NetWare 5 isn't slow - far from it. As a server, it's fast and responsive, as was ConsoleOne running under Windows 95 on a client machine of identical specification. Furthermore, running the X server didn't appear to slow NetWare's other operations down in any way. Although it likes lots of RAM, NetWare is famously frugal with machine resources, and modest networks of up to a few dozen clients can be adequately served from a 486. By today's standards, a 64Mb P166 isn't a powerhouse, but seeing one crawl is worrying, especially when Windows 'feels' so much faster on such a machine. No wonder the minimum recommended specification is a 64Mb Pentium-100.

On balance, it must be remarked that NetWare administration is typically carried out from a client machine - the standard tool is the NetWare Administrator for Windows, NWAdmin. Unfortunately, this powerful but daunting program hasn't changed substantially from NetWare 4; instead, Novell has replicated it in Java to create ConsoleOne.

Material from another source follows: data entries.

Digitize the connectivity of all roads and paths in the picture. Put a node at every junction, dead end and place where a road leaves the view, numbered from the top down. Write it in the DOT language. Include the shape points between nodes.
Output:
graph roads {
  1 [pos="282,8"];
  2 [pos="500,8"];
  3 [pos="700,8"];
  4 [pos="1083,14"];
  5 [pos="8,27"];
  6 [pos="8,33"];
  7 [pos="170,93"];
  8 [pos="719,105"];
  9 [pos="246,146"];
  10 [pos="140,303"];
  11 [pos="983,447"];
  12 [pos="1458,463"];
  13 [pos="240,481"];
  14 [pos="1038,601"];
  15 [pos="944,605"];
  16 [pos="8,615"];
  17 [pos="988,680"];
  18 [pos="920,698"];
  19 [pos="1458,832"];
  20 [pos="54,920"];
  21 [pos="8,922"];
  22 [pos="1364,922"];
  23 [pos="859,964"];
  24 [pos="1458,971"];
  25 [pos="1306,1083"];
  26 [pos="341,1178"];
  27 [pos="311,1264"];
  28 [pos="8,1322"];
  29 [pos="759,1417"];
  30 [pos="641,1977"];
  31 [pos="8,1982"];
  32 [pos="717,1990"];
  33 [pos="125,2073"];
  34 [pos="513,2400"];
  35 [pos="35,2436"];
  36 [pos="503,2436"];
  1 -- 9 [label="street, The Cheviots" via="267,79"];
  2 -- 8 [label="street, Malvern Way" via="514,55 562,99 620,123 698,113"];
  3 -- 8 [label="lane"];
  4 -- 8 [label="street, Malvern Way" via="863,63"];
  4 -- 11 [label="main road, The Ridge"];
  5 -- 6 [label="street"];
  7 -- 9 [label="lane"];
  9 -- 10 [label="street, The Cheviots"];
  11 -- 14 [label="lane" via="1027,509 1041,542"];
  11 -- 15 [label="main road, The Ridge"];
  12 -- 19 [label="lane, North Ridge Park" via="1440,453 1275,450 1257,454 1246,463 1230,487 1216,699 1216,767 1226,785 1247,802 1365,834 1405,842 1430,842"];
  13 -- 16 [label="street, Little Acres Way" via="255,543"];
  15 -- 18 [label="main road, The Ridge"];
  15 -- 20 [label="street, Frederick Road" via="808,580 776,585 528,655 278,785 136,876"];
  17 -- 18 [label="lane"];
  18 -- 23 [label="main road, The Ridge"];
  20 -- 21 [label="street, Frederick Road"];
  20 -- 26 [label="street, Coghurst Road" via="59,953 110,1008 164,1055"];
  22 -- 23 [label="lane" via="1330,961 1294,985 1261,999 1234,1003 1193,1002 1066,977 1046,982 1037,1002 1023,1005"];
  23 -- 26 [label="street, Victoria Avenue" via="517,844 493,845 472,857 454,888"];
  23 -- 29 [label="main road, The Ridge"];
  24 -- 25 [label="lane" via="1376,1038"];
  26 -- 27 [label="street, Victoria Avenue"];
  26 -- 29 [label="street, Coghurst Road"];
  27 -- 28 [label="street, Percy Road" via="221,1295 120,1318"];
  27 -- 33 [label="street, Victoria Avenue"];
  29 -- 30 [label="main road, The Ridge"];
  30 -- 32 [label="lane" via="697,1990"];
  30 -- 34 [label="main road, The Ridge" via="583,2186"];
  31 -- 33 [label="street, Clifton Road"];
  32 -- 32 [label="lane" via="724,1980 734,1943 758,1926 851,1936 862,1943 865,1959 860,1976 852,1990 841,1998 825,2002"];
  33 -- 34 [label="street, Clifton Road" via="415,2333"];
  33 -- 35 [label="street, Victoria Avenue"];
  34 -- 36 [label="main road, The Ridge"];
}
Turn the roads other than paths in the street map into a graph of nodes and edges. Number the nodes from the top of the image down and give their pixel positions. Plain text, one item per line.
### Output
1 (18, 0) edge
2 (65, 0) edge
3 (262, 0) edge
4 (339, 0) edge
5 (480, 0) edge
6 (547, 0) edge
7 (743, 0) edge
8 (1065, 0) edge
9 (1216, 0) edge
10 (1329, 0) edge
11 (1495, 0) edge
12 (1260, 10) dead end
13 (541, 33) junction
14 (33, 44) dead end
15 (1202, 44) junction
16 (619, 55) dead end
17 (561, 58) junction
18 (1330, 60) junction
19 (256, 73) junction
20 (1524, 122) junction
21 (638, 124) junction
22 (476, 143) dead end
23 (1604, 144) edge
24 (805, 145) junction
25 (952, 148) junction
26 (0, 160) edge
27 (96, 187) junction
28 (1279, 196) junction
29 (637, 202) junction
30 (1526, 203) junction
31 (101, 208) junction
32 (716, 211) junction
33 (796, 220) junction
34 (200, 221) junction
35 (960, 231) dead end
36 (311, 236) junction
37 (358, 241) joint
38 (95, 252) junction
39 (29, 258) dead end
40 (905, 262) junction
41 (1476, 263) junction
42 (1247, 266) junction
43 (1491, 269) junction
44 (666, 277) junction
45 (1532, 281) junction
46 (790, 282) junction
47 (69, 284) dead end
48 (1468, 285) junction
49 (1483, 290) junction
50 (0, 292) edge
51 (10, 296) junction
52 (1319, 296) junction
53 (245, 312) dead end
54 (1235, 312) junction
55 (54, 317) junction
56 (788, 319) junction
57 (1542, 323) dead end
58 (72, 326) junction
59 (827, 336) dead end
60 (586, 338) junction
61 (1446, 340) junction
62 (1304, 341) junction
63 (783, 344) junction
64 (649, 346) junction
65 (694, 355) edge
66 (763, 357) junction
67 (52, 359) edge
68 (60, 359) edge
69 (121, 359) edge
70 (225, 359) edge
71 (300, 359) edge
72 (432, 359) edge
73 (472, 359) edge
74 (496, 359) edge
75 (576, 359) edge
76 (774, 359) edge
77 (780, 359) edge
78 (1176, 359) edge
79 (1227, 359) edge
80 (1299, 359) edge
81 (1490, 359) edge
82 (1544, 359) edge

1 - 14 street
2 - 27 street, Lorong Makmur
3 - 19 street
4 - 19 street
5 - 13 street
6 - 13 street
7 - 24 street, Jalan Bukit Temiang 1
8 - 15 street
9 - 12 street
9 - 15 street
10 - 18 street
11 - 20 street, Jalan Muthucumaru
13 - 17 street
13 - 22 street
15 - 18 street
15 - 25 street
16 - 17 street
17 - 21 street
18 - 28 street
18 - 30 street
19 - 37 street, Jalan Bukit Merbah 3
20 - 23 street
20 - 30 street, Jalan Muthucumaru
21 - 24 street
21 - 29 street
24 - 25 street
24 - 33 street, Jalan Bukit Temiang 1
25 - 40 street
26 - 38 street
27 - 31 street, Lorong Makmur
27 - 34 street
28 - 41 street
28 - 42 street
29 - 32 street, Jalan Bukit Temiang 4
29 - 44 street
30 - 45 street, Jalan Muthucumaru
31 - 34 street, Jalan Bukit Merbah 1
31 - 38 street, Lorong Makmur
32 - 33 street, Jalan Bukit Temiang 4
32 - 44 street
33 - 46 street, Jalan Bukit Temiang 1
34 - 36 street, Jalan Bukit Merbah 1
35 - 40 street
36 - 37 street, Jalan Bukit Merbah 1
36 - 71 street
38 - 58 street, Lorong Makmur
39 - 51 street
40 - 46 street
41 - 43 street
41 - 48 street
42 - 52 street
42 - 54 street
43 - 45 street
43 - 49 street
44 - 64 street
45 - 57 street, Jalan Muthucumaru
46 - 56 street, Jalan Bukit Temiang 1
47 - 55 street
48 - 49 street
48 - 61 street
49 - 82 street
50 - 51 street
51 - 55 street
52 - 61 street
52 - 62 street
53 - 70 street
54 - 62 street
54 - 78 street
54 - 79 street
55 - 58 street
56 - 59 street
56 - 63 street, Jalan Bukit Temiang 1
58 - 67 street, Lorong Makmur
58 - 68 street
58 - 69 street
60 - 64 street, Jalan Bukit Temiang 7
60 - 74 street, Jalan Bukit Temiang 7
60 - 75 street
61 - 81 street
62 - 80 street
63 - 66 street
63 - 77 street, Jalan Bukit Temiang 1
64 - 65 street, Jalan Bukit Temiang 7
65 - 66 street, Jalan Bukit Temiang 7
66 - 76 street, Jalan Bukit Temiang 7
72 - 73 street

Although NetWare 5's NDS database, for example, holds more information than ever, including DHCP and DNS settings, both NWAdmin and ConsoleOne only offer a simple tree view. The addition of explanatory text labels would be a huge help.

Configuring some subsystems, such as the DNS and DHCP servers, uses Java applets. While that's fine in principle, integration suffers. You can view the settings in NWAdmin or ConsoleOne, but must run separate tools to change them. To actually start or stop the servers, you have to go to the NetWare command line. Other sub-programs such as ZENworks require multiple separate steps in both NWAdmin and ConsoleOne; there are no helpful 'wizards' to link the stages.

The limitations of platform-independent administration

I doubt there is a single right way. While I can sympathise with a desire to reduce NetWare's dependence on Windows clients for administration, that's what most NetWare 5 servers will be supporting and most administrators using. However, instead of improving the existing setup and administration tools, Novell has wasted its efforts re-implementing them in Java. Platform-independent administration sounds good, but in practice, the result has been to put an embarrassingly slow and clumsy GUI on the server.

Surface polish matters. For example, OS/2 dialog boxes lack OK and Apply buttons; changes happen as soon as you set the value; and you leave by clicking the 'X' at top right. Microsoft traded this logical elegance for simplicity and intuitive accessibility.

NetWare 5 is a very powerful and flexible server, TCP/IP support is superb, but configuring it is awkward and arcane. ZENworks is a far better client administration tool than anything that comes with NT, but it's quite complex to get running.

NT4 is easier, and Windows 2000 promises to match the features, if not the performance or stability, of NetWare 5. Ease and speed of use are paramount for harried network managers, and it's here that NT still has a sharp edge on NetWare 5.